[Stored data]

== Segment start ==

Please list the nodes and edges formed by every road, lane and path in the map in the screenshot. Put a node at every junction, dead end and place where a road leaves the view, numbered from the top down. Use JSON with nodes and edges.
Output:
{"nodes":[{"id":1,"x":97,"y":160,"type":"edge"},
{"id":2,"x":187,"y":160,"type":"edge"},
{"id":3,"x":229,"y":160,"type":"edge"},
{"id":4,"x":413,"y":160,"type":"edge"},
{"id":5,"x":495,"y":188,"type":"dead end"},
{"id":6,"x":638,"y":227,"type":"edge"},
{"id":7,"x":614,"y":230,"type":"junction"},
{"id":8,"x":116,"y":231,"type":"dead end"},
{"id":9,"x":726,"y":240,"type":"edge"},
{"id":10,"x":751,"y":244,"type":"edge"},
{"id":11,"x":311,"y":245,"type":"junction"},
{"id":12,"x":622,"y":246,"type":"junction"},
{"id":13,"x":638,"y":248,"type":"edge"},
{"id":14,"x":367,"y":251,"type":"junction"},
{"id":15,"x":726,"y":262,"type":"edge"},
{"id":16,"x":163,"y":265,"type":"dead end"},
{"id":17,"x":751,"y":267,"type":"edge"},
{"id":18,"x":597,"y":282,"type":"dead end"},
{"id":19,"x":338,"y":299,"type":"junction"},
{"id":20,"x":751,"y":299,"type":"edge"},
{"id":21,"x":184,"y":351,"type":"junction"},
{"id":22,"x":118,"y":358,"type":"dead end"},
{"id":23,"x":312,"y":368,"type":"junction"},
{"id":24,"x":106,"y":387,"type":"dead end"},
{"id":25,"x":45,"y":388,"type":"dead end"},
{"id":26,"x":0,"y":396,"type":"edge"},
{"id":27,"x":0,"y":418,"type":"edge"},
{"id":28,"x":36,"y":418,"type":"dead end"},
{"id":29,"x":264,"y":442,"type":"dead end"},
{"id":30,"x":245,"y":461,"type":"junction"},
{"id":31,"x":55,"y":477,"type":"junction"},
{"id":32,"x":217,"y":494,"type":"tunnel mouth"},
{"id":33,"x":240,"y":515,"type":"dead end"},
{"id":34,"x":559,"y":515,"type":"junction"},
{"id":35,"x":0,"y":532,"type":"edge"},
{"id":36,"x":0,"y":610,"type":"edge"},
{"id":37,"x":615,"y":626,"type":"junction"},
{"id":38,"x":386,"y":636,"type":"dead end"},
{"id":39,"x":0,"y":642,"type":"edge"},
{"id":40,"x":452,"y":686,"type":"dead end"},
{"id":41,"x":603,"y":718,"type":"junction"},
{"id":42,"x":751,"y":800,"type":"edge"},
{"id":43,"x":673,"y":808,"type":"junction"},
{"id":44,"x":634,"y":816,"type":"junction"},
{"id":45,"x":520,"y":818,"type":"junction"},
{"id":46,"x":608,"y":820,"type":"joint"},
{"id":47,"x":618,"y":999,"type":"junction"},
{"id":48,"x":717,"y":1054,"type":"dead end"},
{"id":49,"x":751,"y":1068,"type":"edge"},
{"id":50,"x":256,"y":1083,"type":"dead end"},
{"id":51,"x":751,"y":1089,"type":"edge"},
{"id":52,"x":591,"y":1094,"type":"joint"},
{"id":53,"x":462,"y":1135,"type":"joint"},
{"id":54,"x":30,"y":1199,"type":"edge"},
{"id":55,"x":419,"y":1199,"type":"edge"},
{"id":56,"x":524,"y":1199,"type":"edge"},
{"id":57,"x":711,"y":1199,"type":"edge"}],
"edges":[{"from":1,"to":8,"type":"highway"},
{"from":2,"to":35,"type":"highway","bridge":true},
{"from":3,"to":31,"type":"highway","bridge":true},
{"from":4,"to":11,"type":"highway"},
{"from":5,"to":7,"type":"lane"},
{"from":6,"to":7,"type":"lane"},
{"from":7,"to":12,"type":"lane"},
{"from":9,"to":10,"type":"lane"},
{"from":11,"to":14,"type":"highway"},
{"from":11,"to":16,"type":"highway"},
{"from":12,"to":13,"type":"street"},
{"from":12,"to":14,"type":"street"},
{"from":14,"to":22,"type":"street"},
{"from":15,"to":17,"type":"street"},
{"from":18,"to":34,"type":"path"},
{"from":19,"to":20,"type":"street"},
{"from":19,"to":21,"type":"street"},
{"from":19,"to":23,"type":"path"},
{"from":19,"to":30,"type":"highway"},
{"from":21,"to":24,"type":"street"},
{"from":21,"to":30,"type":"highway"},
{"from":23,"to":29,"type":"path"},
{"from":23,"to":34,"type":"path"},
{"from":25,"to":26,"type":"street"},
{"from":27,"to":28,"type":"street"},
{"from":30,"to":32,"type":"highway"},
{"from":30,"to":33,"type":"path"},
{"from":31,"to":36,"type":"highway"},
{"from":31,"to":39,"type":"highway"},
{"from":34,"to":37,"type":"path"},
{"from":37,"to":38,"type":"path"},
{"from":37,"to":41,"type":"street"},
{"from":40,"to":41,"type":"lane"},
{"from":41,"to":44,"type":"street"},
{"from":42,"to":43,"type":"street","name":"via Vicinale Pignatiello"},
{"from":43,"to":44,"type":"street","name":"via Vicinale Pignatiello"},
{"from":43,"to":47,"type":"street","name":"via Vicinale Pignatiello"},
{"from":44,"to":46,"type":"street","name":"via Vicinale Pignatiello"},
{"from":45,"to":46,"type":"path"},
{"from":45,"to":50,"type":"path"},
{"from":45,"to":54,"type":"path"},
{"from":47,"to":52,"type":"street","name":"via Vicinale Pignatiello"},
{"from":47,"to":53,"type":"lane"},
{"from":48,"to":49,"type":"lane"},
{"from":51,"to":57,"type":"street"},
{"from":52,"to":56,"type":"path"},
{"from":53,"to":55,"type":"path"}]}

== Segment end ==

## Aim of the task
What lines in the data above contain the word "joint"? Copy them all.

## Answer box
{"id":46,"x":608,"y":820,"type":"joint"},
{"id":52,"x":591,"y":1094,"type":"joint"},
{"id":53,"x":462,"y":1135,"type":"joint"},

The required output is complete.